WHAT THE TASK ASKS - Because the entries hold pictures, reproduce only their words, exactly as written.

Stored data entries:
- Opening Delimiter -

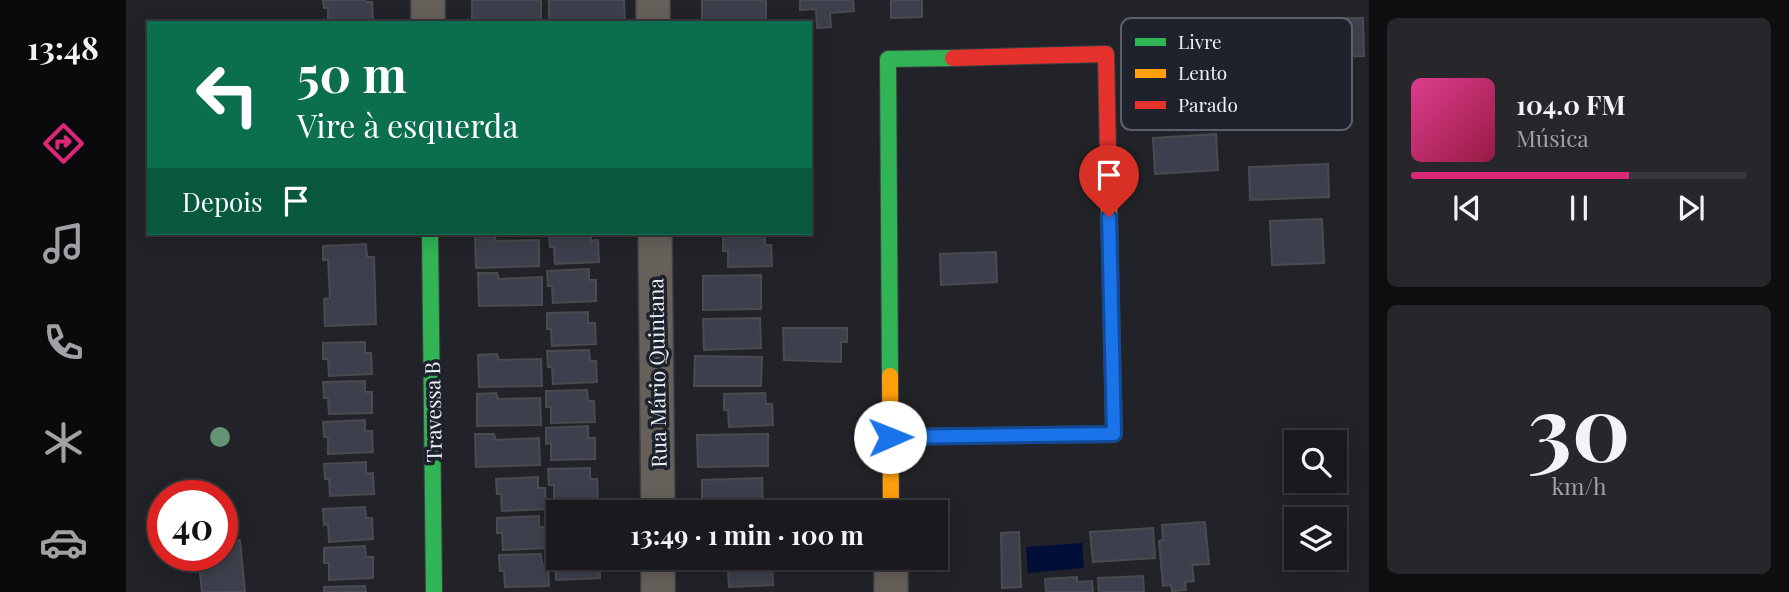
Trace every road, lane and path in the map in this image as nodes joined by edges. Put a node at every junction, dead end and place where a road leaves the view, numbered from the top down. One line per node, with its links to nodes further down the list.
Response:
1 (428, 0): 3 (street)
2 (653, 0): 4 (street)
3 (428, 21)
4 (653, 21)
5 (430, 235): 12 (street, Travessa B)
6 (655, 235): 8 (street, Rua Mário Quintana)
7 (890, 437): 7 (street); 9 (street)
8 (658, 500)
9 (891, 500)
10 (658, 570): 13 (street)
11 (891, 570): 14 (street)
12 (434, 592)
13 (658, 592)
14 (891, 592)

- Closing Delimiter -

ANSWER TO THE EXERCISE -
Trace every road, lane and path in the map in this image as nodes joined by edges. Put a node at every junction, dead end and place where a road leaves the view, numbered from the top down. One line per node, with its links to nodes further down the list.
Response:
1 (428, 0): 3 (street)
2 (653, 0): 4 (street)
3 (428, 21)
4 (653, 21)
5 (430, 235): 12 (street, Travessa B)
6 (655, 235): 8 (street, Rua Mário Quintana)
7 (890, 437): 7 (street); 9 (street)
8 (658, 500)
9 (891, 500)
10 (658, 570): 13 (street)
11 (891, 570): 14 (street)
12 (434, 592)
13 (658, 592)
14 (891, 592)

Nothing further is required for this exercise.